Dublin fair city, where according to a well-known tune, the girls are said to be so pretty, is enjoying something of a culinary renaissance. And honestly, I’m as surprised as you are to find that Ireland’s capital is home to some spectacular local eats and fine dining establishments serving food from all over the world. Of course, when we think of Dublin, it’s not necessarily the food that pops into our minds. It’s the friendly locals, the rich culture and of course, the many historical pubs where you can enjoy a pint of the black stuff. But, like I said earlier, this city is much more than the home of Guinness and James Joyce. So, let’s take a closer look at what delicious local treats we can find on the streets of the city.
Local Eats In Dublin
Let’s start off with breakfast, and yes, you guessed it, the good old-fashioned full Irish. Now, some might say it’s the same as an English breakfast, but it’s not. In any Dublin eatery, you’ll find that the full Irish also includes blood pudding (white and black) and fried mushrooms. It’s a Saturday and Sunday morning staple in Dublin, so don’t even think about skipping it if the hotel has one on offer.
Next, we have Guinness (so what if it’s still morning!) and oysters with a slice of brown bread. It sounds like the worst combination of items you can put on a table, but apparently, it’s one of the single most popular tourist dishes in all Ireland. Oh, and the bread must be freshly baked with a lashing of butter. None of that sliced pan stuff.
Now, where would you get the best Irish stew? Well, I’m sure that many Irish folks will have their own recommendations, but if you’re in Dublin, then the best place to try it is O’Neill’s.
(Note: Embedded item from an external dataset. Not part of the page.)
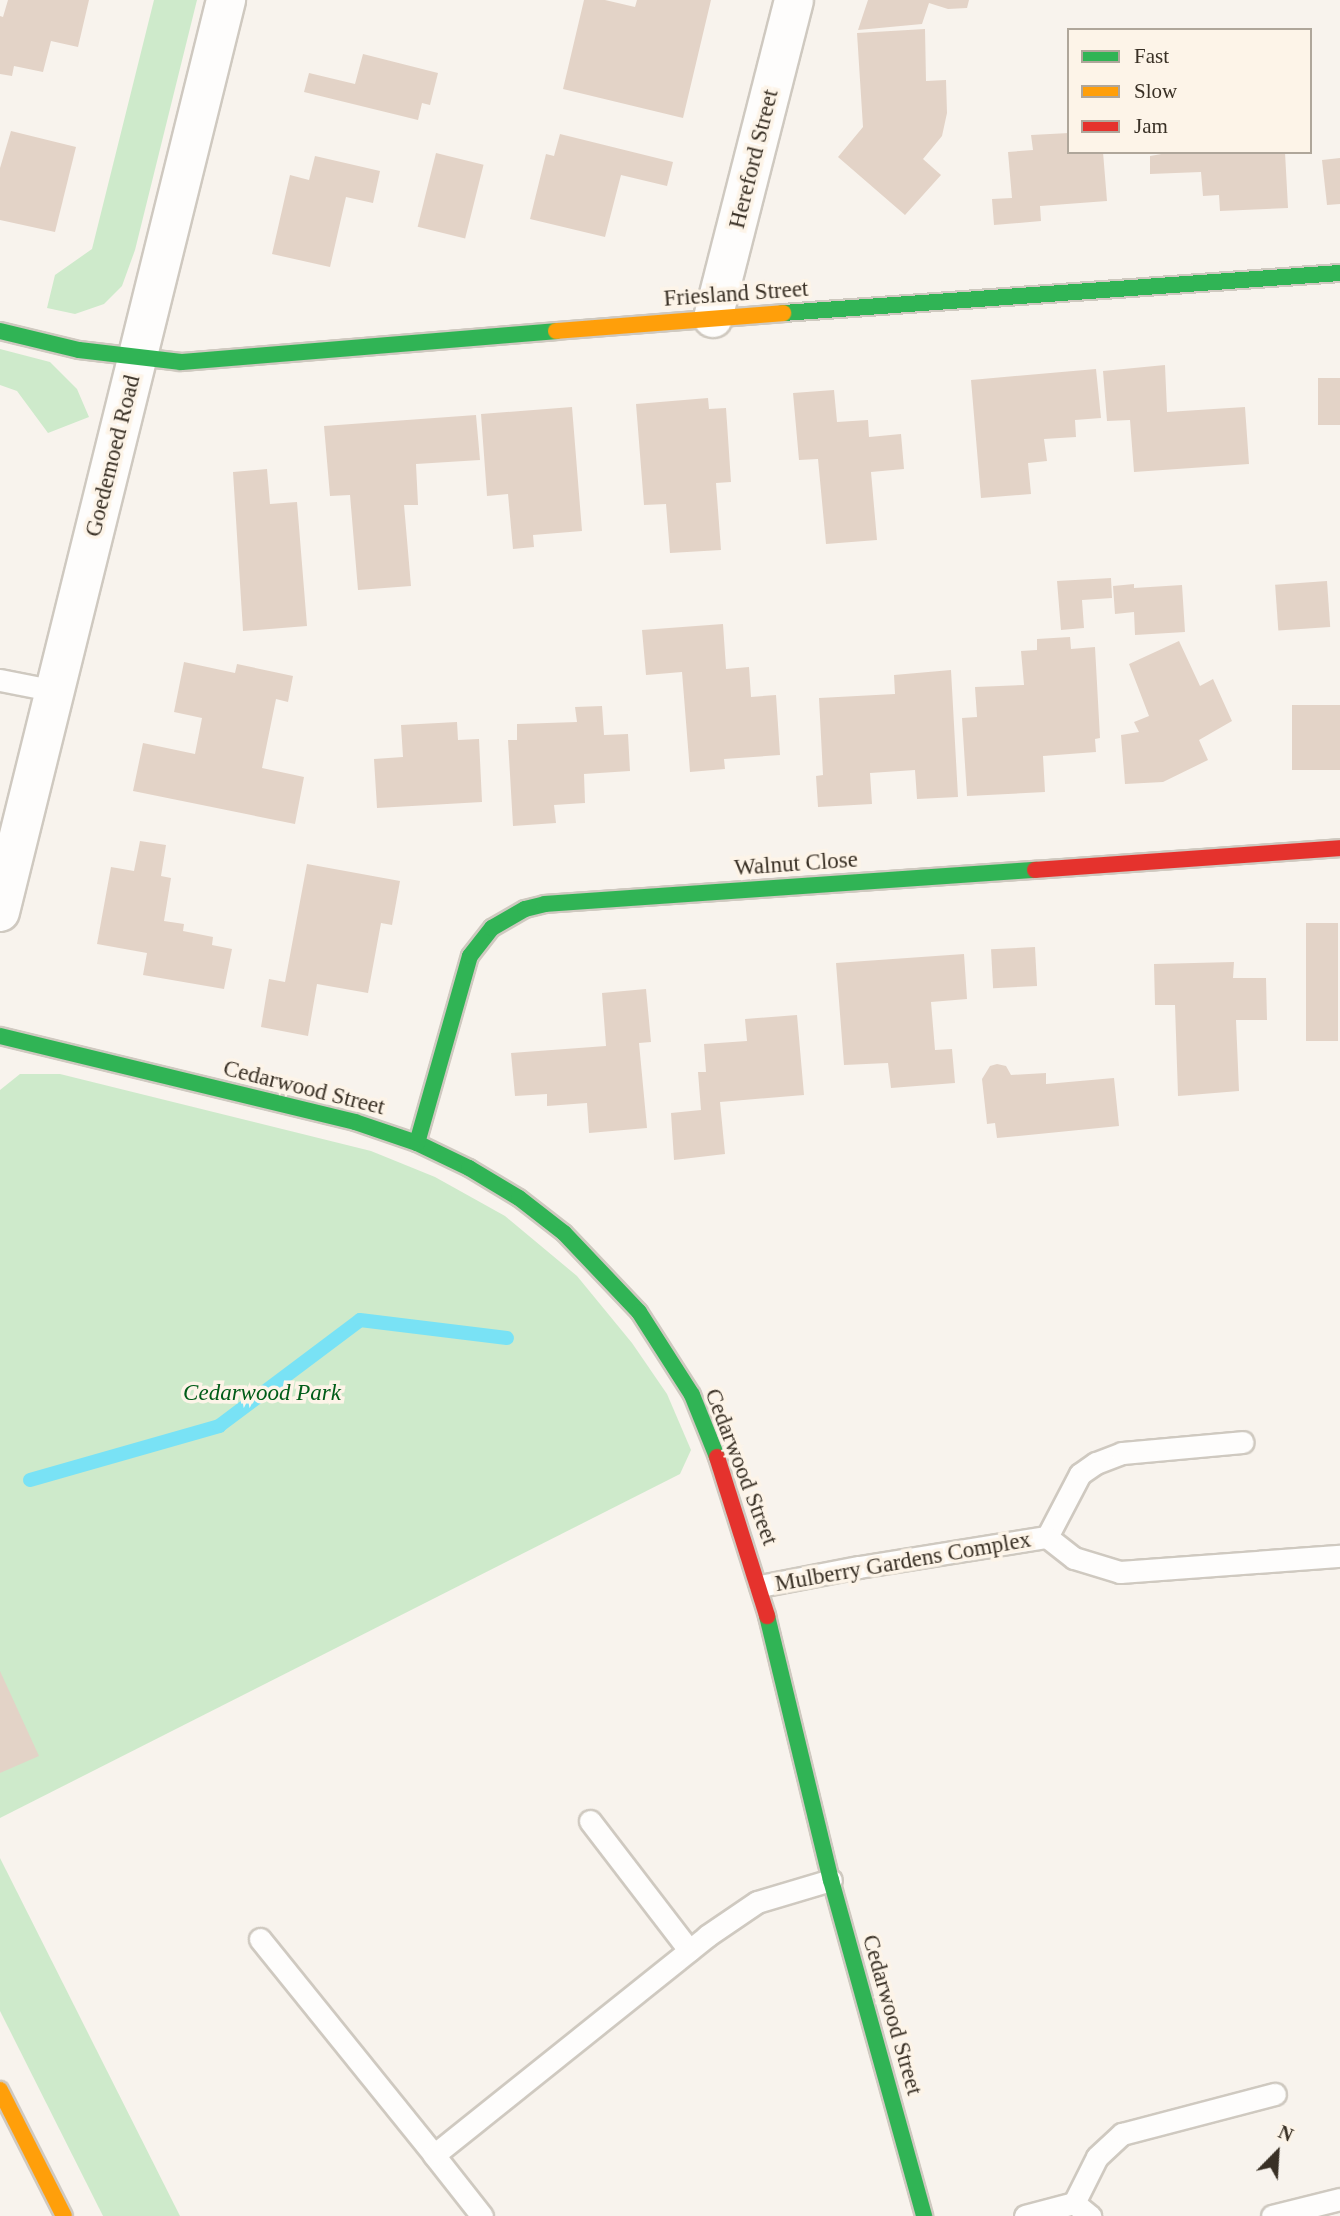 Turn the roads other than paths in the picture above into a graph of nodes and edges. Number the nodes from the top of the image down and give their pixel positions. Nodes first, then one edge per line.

The most famous of pubs is supposed to be a lovely place to sit for a pint and a plate of stew, and I’m assured it’s authentic stuff. There’s even an open fire to sit by if it’s a cold day. Stew and a fire? Doesn’t get better than that now does it?
You might be wondering why there are no potato dishes yet but don’t worry, here are two that sound incredible. Colcannon is a combination of mashed potatoes and cabbage with some milk, salt and pepper thrown into the mix. It’s usually served as a side dish with main courses, and The Oliver St. John Gogarty in Temple Bar has the best in the city center.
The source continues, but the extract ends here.